Irregular Bone Defect Repair Using Tissue-Engineered Periosteum in a Rabbit Model

Affiliations
  • 1Orthopaedic Department of Guangming Traditional Chinese Medicine Hospital of Pudong New Area, Shanghai 201399, People’s Republic of China
  • 2Department of Nephrology, Shanghai University of Medicine & Health Sciences affiliated Zhoupu Hospital, Pudong New District, Shanghai 201318, People’s Republic of China
  • 3Department of the Joint Surgery, Yuncheng Central Hospital, Hongqi West Street 173, Yanhu District, Yuncheng City 044000, Shanxi Province, People’s Republic of China
  • 4Orthopaedic Department of the 2nd Hospital of Lanzhou University, 80 Cui Ying Men, Cheng Guan District, Lanzhou City 730030, People’s Republic of China

Abstract

BACKGROUND
In previous studies, we succeeded in repairing a long bone defect with tissue-engineered periosteum (TEP), fabricated by incorporating rabbit mesenchymal stem cells with small intestinal submucosa.

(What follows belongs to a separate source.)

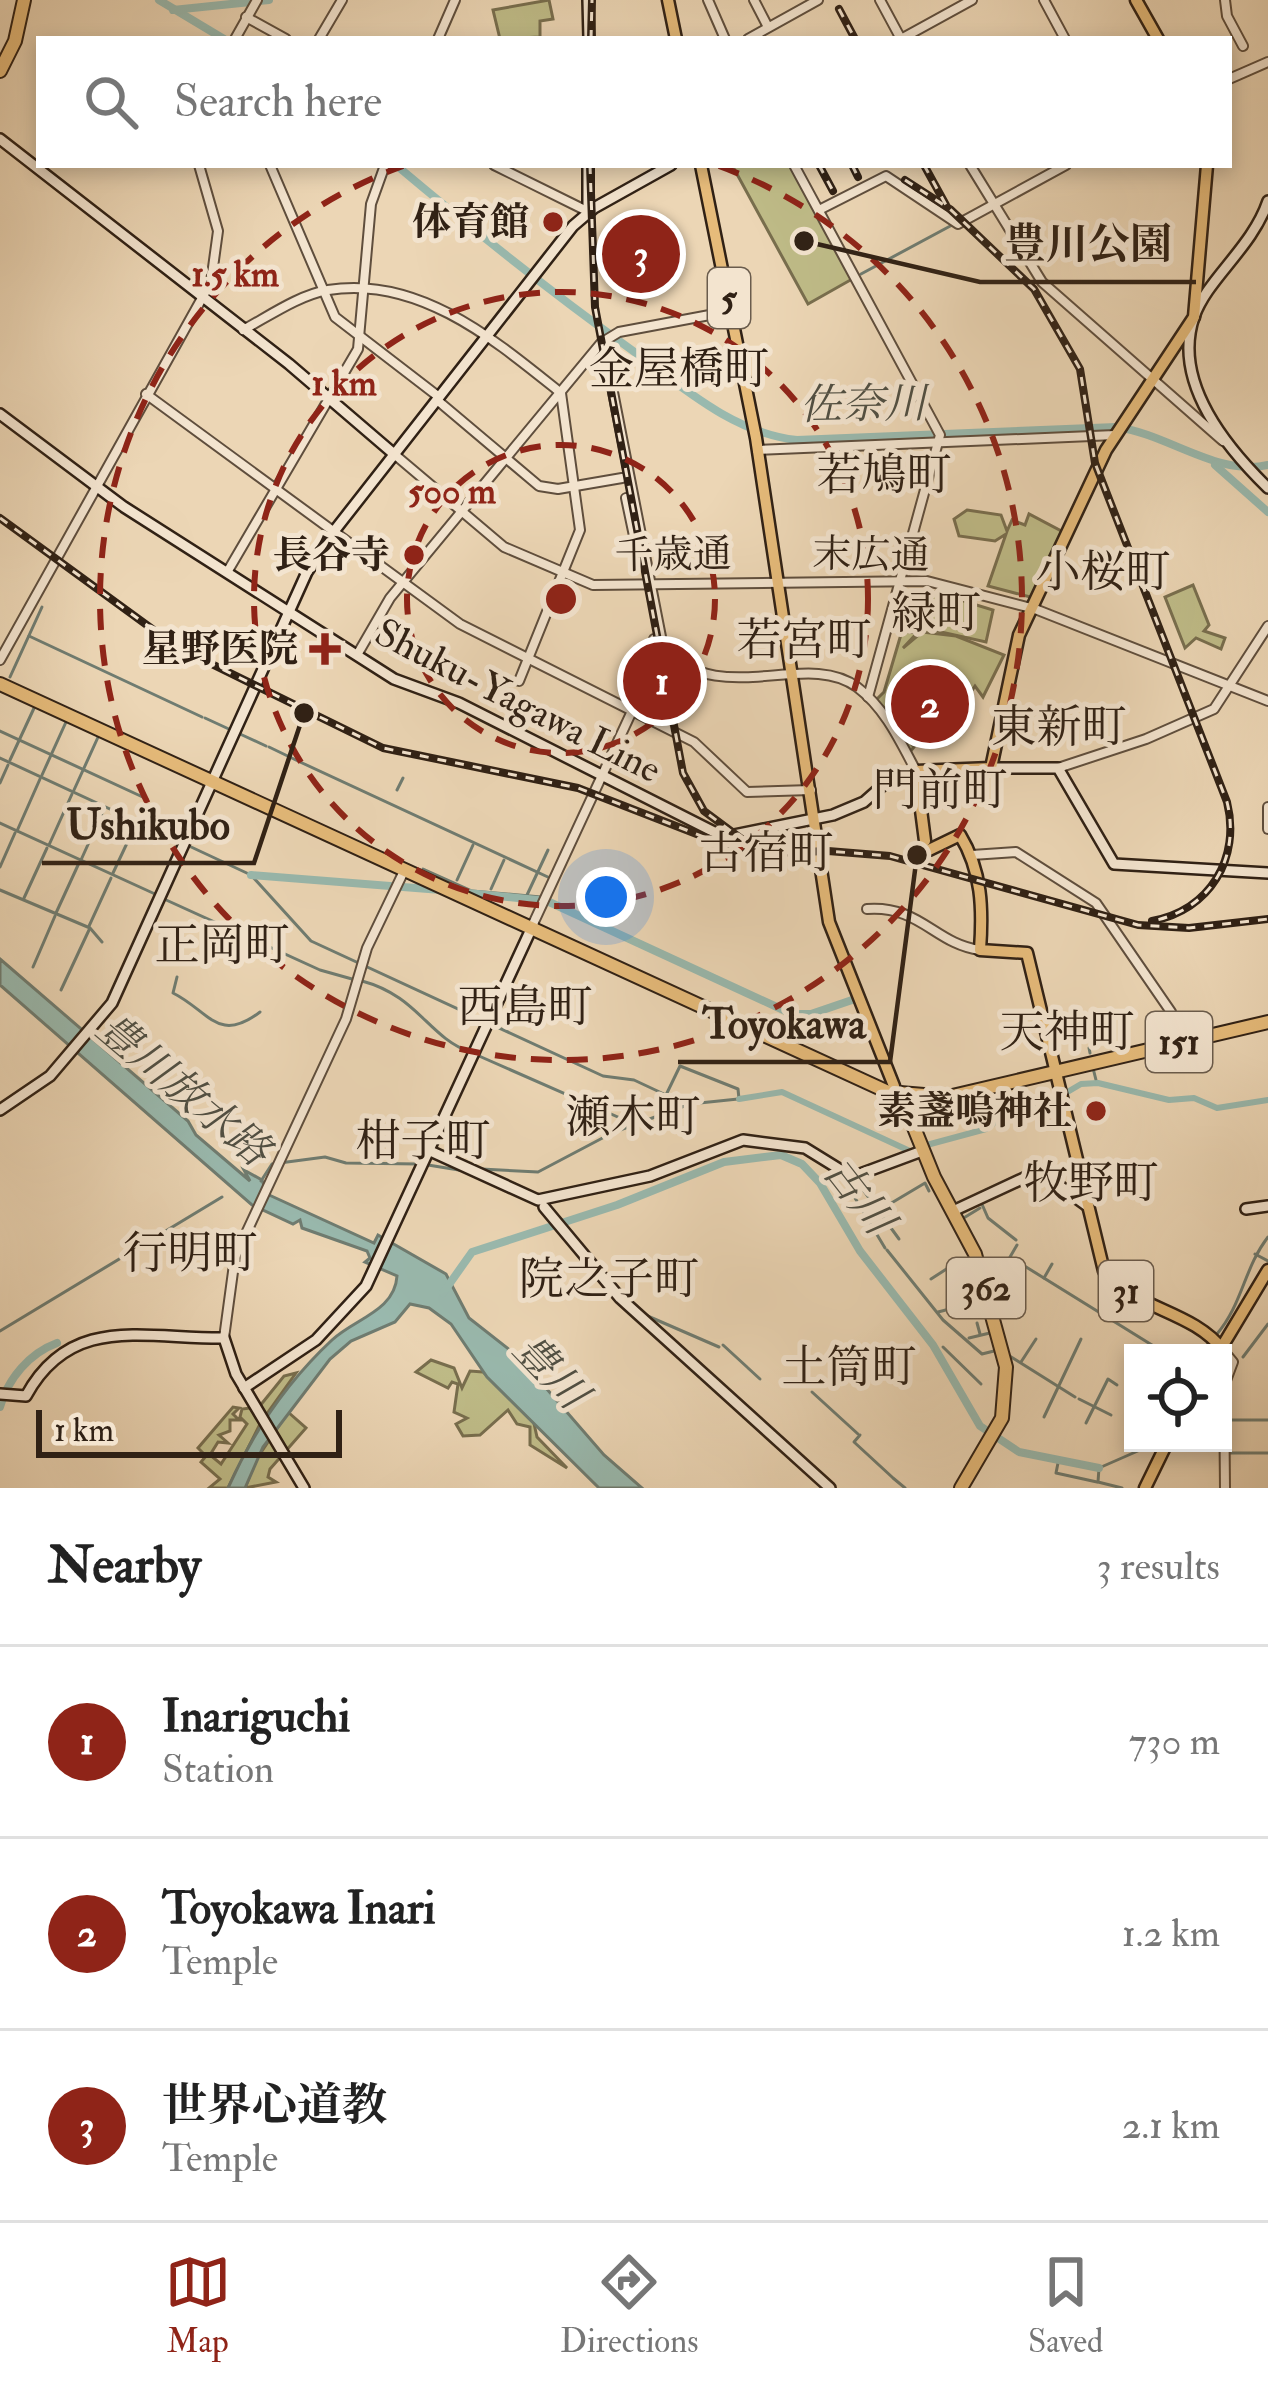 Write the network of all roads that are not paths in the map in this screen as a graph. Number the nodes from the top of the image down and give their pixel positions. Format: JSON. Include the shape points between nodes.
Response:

In this study, we investigated the feasibility of allogeneic irregular bone defect repair using TEP.
METHODS
We performed a subtotal resection of the scapula in 36 rabbits to establish a large irregular bone defect model. The rabbits were then randomly divided into three groups (n = 12 per group) and the defects were treated with TEP (Group 1), allogeneic deproteinized bone (DPB) (Group 2) or a hybrid of TEP and DPB (Group 3). At 4, 8, and 12 weeks after surgery, the rabbits were sacrificed, and the implants were harvested. X-ray radiographic and histological examinations were performed to detect bone healing. Ink-formaldehyde perfusion was introduced to qualitatively analyze vascularization in TEP engineered new bone.
RESULTS
The repair of scapular defects was diverse in all groups, shown by radiographic and histological tests. The radiographic scores in Group 1 and Group 3 were significantly higher than Group 2 at 8 and 12 weeks (p < 0.05). Histological scores further proved that Group 1 had significantly greater new bone formation compared to Group 3 (p < 0.05), while Group 2 had the lowest osteogenesis at all time-points (p < 0.001). Ink-formaldehyde perfusion revealed aboundant microvessels in TEP engineered new bone.
CONCLUSION
We conclude that TEP is promising for the repair of large irregular bone defects. As a 3D scaffold, DPB could provide mechanical support and a shaping guide when combined with TEP. TEP engineered new bone has aboundant microvessels.